Almirall (BME:ALM) has confirmed it is to cut back its Spanish R&D operation as part of a move toward becoming a specialty dermatology company. But the ax-wielding is less severe than first expected, with Almirall retaining 9 of the 68 positions that were originally on the block.
|Almirall headquarters in Barcelona, Spain|
Barcelona, Spain-based Almirall first revealed plans to layoff 68 members of its R&D team last month, at which time it framed the cuts as part of a reorganization necessitated by the $2.1 billion (€2.0 billion) sale of its respiratory business to AstraZeneca ($AZN). Almirall transferred 719 of its employees to AstraZeneca as part of the deal, but was still left with a respiratory-focused R&D team. With no respiratory assets in its pipeline and no plans to develop any more, Almirall decided to lay off workers.
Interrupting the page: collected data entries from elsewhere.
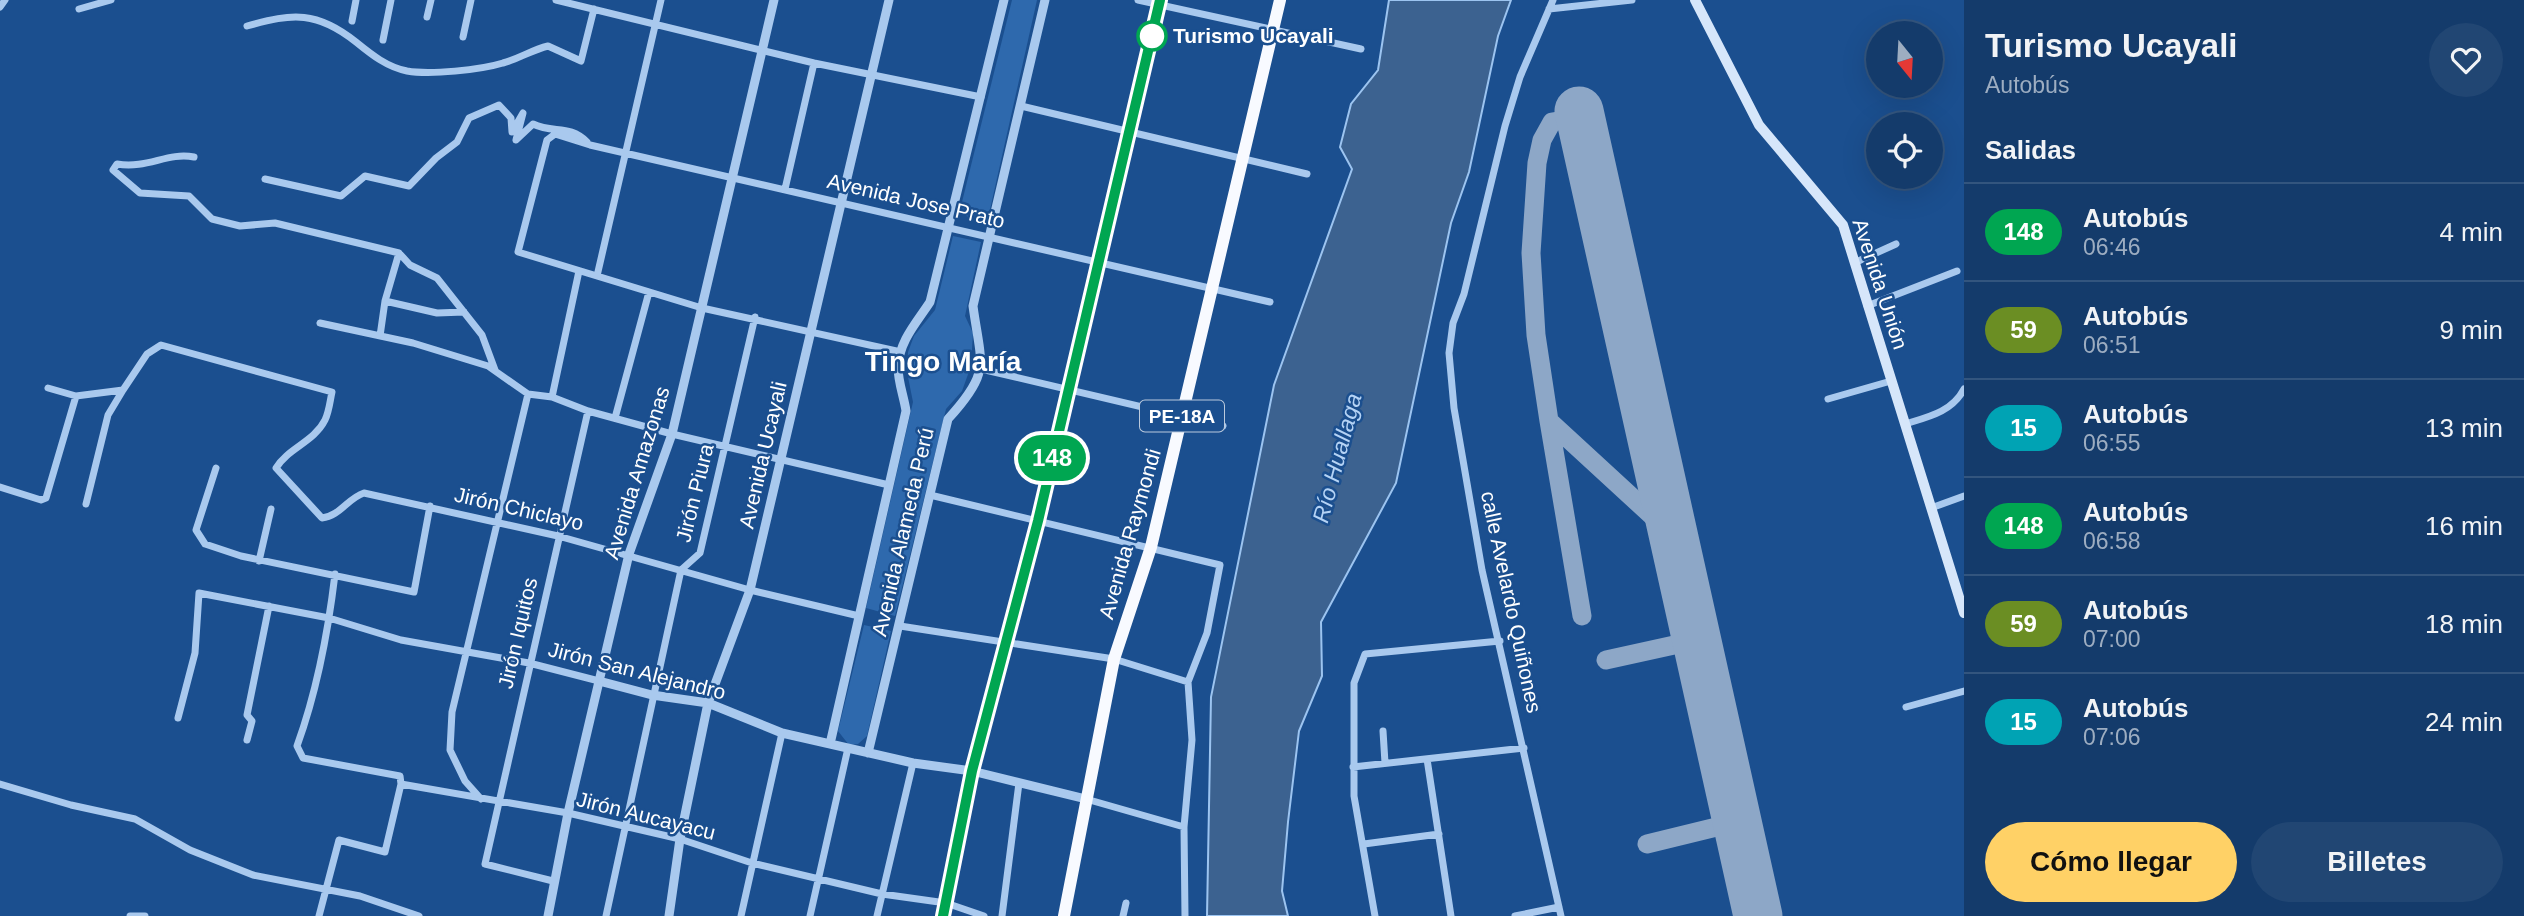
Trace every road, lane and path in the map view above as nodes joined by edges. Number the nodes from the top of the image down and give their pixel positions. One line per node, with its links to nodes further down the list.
1 (5, 0): 19 (street)
2 (111, 0): 20 (street)
3 (356, 0): 24 (street)
4 (391, 0): 29 (street)
5 (431, 0): 23 (street)
6 (471, 0): 28 (street)
7 (557, 0): 21 (street)
8 (662, 0): 25 (street)
9 (774, 0): 31 (street, Avenida Amazonas)
10 (889, 0): 33 (street, Avenida Ucayali)
11 (1004, 0): 34 (street, Avenida Alameda Perú)
12 (1045, 0): 35 (street)
13 (1138, 0): 18 (street)
14 (1280, 0): 27 (highway, Avenida Raymondi / PE-18A)
15 (1553, 0): 22 (street, calle Avelardo Quiñones)
16 (1632, 0): 22 (street)
17 (1695, 0): 51 (main road, Avenida Unión)
18 (1160, 3): 27 (street); 36 (highway)
19 (0, 7)
20 (79, 9)
21 (594, 9): 25 (street); 26 (street)
22 (1549, 9): 109 (street, calle Avelardo Quiñones)
23 (427, 17)
24 (352, 21)
25 (657, 22): 31 (street); 38 (street)
26 (247, 26)
27 (1272, 30): 30 (street); 40 (highway, Avenida Raymondi / PE-18A)
28 (463, 37)
29 (383, 40)
30 (1360, 49)
31 (762, 50): 32 (street); 42 (street, Avenida Amazonas)
32 (814, 63): 33 (street); 44 (street)
33 (871, 74): 34 (street); 45 (street, Avenida Ucayali)
34 (981, 97): 46 (street, Avenida Alameda Perú)
35 (1021, 106): 36 (street); 47 (street)
36 (1130, 132): 40 (street); 50 (highway)
37 (590, 145): 38 (street, Avenida Jose Prato); 43 (street); 52 (street, Avenida Jose Prato)
38 (626, 153): 42 (street, Avenida Jose Prato); 54 (street)
39 (194, 157): 49 (street)
40 (1242, 158): 41 (street); 55 (highway, Avenida Raymondi / PE-18A)
41 (1307, 174)
42 (732, 177): 44 (street, Avenida Jose Prato); 60 (street, Avenida Amazonas)
43 (265, 179)
44 (785, 189): 45 (street, Avenida Jose Prato)
45 (841, 201): 46 (street, Avenida Jose Prato); 64 (street, Avenida Ucayali)
46 (950, 227): 47 (street, Avenida Jose Prato); 66 (street, Avenida Alameda Perú)
47 (989, 236): 50 (street, Avenida Jose Prato); 67 (street)
48 (1896, 244): 51 (street)
49 (399, 253): 57 (street); 61 (street)
50 (1097, 262): 55 (street, Avenida Jose Prato); 73 (highway)
51 (1854, 263): 59 (main road, Avenida Unión)
52 (579, 271): 54 (street); 76 (street)
53 (1957, 271): 59 (street)
54 (597, 276): 56 (street)
55 (1212, 289): 58 (street, Avenida Jose Prato); 79 (highway, Avenida Raymondi / PE-18A)
56 (649, 292): 60 (street); 80 (street)
57 (385, 301): 61 (street); 65 (street)
58 (1270, 302)
59 (1867, 306): 69 (main road, Avenida Unión)
60 (702, 308): 62 (street); 83 (street, Avenida Amazonas)
61 (464, 312): 68 (street)
62 (755, 317): 64 (street); 84 (street, Jirón Piura)
63 (320, 323): 65 (street)
64 (811, 330): 66 (street); 85 (street, Avenida Ucayali)
65 (380, 336): 68 (street)
66 (901, 352): 87 (street, Avenida Alameda Perú)
67 (981, 369): 73 (street); 89 (street, Avenida Alameda Perú)
68 (497, 373): 74 (street)
69 (1891, 381): 77 (street); 81 (main road, Avenida Unión)
70 (48, 388): 75 (street)
71 (1964, 388): 81 (street)
72 (123, 390): 75 (street); 91 (street); 92 (street, Jirón Chiclayo)
73 (1068, 391): 79 (street); 95 (highway)
74 (528, 394): 76 (street); 96 (street)
75 (76, 396): 88 (street)
76 (552, 397): 78 (street)
77 (1828, 399)
78 (588, 411): 80 (street); 97 (street, Jirón Iquitos)
79 (1182, 416): 82 (street); 98 (highway, Avenida Raymondi / PE-18A)
80 (615, 418): 83 (street)
81 (1905, 424): 93 (main road, Avenida Unión)
82 (1223, 426)
83 (672, 435): 84 (street); 99 (street, Avenida Amazonas)
84 (725, 447): 85 (street); 101 (street, Jirón Piura)
85 (780, 459): 87 (street); 103 (street, Avenida Ucayali)
86 (216, 468): 100 (street)
87 (889, 485): 106 (street, Avenida Alameda Perú)
88 (0, 487)
89 (930, 495): 95 (street); 108 (street, Avenida Alameda Perú)
90 (1964, 496): 93 (street)
91 (86, 504)
92 (430, 506): 96 (street, Jirón Chiclayo); 102 (street)
93 (1931, 508): 105 (main road, Avenida Unión)
94 (271, 509): 100 (street)
95 (1038, 521): 98 (street); 110 (highway)
96 (497, 524): 97 (street, Jirón Chiclayo); 111 (street)
97 (558, 536): 99 (street, Jirón Chiclayo); 113 (street, Jirón Iquitos)
98 (1151, 547): 112 (highway, Avenida Raymondi / PE-18A); 115 (street)
99 (629, 554): 101 (street, Jirón Chiclayo); 114 (street, Avenida Amazonas)
100 (259, 561): 102 (street)
101 (681, 570): 103 (street, Jirón Chiclayo); 117 (street, Jirón Piura)
102 (334, 574): 107 (street)
103 (750, 590): 106 (street, Jirón Chiclayo); 118 (street, Avenida Ucayali)
104 (269, 606): 107 (street, Jirón San Alejandro); 120 (street, Jirón San Alejandro); 123 (street)
105 (1964, 613)
106 (859, 616): 124 (street, Avenida Alameda Perú)
107 (329, 618): 111 (street, Jirón San Alejandro); 135 (street, Jirón Aucayacu)
108 (900, 626): 110 (street); 127 (street, Avenida Alameda Perú)
109 (1500, 641): 126 (street, calle Avelardo Quiñones); 131 (street)
110 (1004, 643): 112 (street); 132 (highway)
111 (464, 653): 113 (street, Jirón San Alejandro); 137 (street)
112 (1114, 659): 115 (street); 136 (highway, Avenida Raymondi / PE-18A)
113 (529, 663): 114 (street, Jirón San Alejandro); 138 (street, Jirón Iquitos)
114 (599, 681): 117 (street, Jirón San Alejandro); 139 (street, Avenida Amazonas)
115 (1188, 682): 141 (street)
116 (1964, 691): 119 (street)
117 (652, 695): 118 (street, Jirón San Alejandro); 140 (street, Jirón Piura)
118 (708, 703): 122 (street, Jirón San Alejandro); 143 (street, Avenida Ucayali)
119 (1906, 706)
120 (178, 718)
121 (1383, 731): 130 (street)
122 (782, 733): 124 (street, Jirón San Alejandro); 145 (street)
123 (247, 740)
124 (830, 744): 125 (street, Jirón San Alejandro)
125 (848, 748): 127 (street, Jirón San Alejandro); 146 (street)
126 (1524, 748): 128 (street); 151 (street, calle Avelardo Quiñones)
127 (868, 753): 129 (street, Jirón San Alejandro)
128 (1427, 758): 130 (street); 142 (street)
129 (913, 763): 132 (street, Jirón San Alejandro); 149 (street)
130 (1385, 763): 131 (street)
131 (1353, 767): 144 (street)
132 (972, 771): 133 (street, Jirón San Alejandro); 152 (highway)
133 (1019, 783): 136 (street, Jirón San Alejandro); 164 (street)
134 (0, 784): 148 (street)
135 (401, 784): 137 (street, Jirón Aucayacu); 148 (street)
136 (1086, 799): 141 (street, Jirón San Alejandro); 165 (highway, Avenida Raymondi / PE-18A)
137 (481, 800): 138 (street, Jirón Aucayacu)
138 (499, 803): 139 (street, Jirón Aucayacu); 147 (street, Jirón Iquitos)
139 (568, 813): 140 (street, Jirón Aucayacu); 147 (street, Avenida Amazonas)
140 (624, 826): 143 (street, Jirón Aucayacu); 158 (street, Jirón Piura)
141 (1184, 827): 167 (street)
142 (1438, 834): 144 (street); 169 (street)
143 (680, 839): 145 (street, Jirón Aucayacu); 159 (street, Avenida Ucayali)
144 (1364, 844): 168 (street)
145 (752, 863): 146 (street, Jirón Aucayacu); 160 (street)
146 (818, 879): 149 (street, Jirón Aucayacu); 161 (street)
147 (553, 881): 157 (street, Avenida Amazonas)
148 (324, 889): 155 (street); 156 (street)
149 (882, 894): 152 (street, Jirón Aucayacu); 162 (street)
150 (1126, 903): 166 (street)
151 (1559, 907): 170 (street); 171 (street, calle Avelardo Quiñones)
152 (944, 910): 163 (street, Jirón Aucayacu)
153 (130, 916): 154 (street)
154 (144, 916)
155 (319, 916)
156 (419, 916)
157 (548, 916)
158 (606, 916)
159 (669, 916)
160 (740, 916)
161 (810, 916)
162 (877, 916)
163 (985, 916)
164 (1002, 916)
165 (1064, 916)
166 (1123, 916)
167 (1185, 916)
168 (1375, 916)
169 (1451, 916)
170 (1515, 916)
171 (1561, 916)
The final number of workers getting the chop is 59. Spanish trade union CCOO has tried to negotiate a soft landing for the affected employees, who will receive 45 days pay for each of their years at Almirall, news agency EFE reports. Laid off workers under age 55 will receive an additional premium, while CCOO secured an agreement to usher older ex-employees toward retirement. Almirall will also provide training and other services to anyone who is trying to find another job.
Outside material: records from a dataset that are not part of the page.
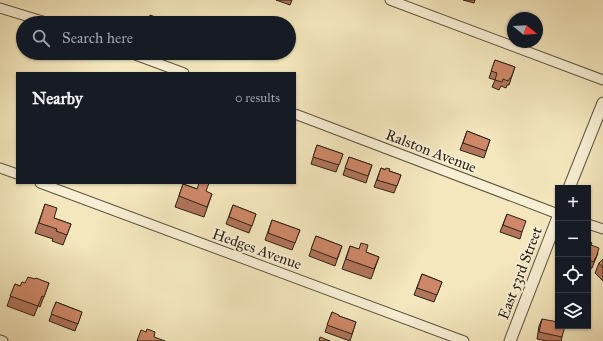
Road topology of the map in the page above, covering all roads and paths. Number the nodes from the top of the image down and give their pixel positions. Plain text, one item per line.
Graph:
1 (390, 0) edge
2 (0, 8) edge
3 (26, 16) edge
4 (149, 60) edge
5 (181, 72) edge
6 (603, 80) edge
7 (603, 103) edge
8 (296, 114) edge
9 (0, 168) edge
10 (16, 174) edge
11 (43, 184) edge
12 (570, 185) edge
13 (555, 215) edge
14 (556, 221) edge
15 (591, 225) edge
16 (603, 229) edge
17 (464, 341) edge
18 (510, 341) edge

1 - 6 street
2 - 3 street
4 - 5 street
7 - 12 street
8 - 13 street, Ralston Avenue
9 - 10 street
11 - 17 street, Hedges Avenue
14 - 18 street, East 53rd Street
15 - 16 street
Such concessions are needed in Spain given the balance of power between employers and workers, a situation that is enforced by the ERE administrative procedure covering collective dismissals. Going through the process marks the end of Almirall's links to the respiratory sector. AstraZeneca bought its portfolio and pipeline, leaving the Catalan drugmaker with a pair of psoriasis drugs and an oncological pain treatment in its clinical-phase pipeline.
At the time of the sale, speculation was circulating that Almirall would acquire itself a fully-fledged dermatology pipeline through small buyouts and licensing deals. In February, Almirall confirmed the reports by committing to using some of its €754 million war chest to bolster its dermatology business, possibly through a sizeable deal. "We don't want to waste time with companies that may be too small. We may be ambitious in terms of the overall size," CFO Daniel Martinez told investors.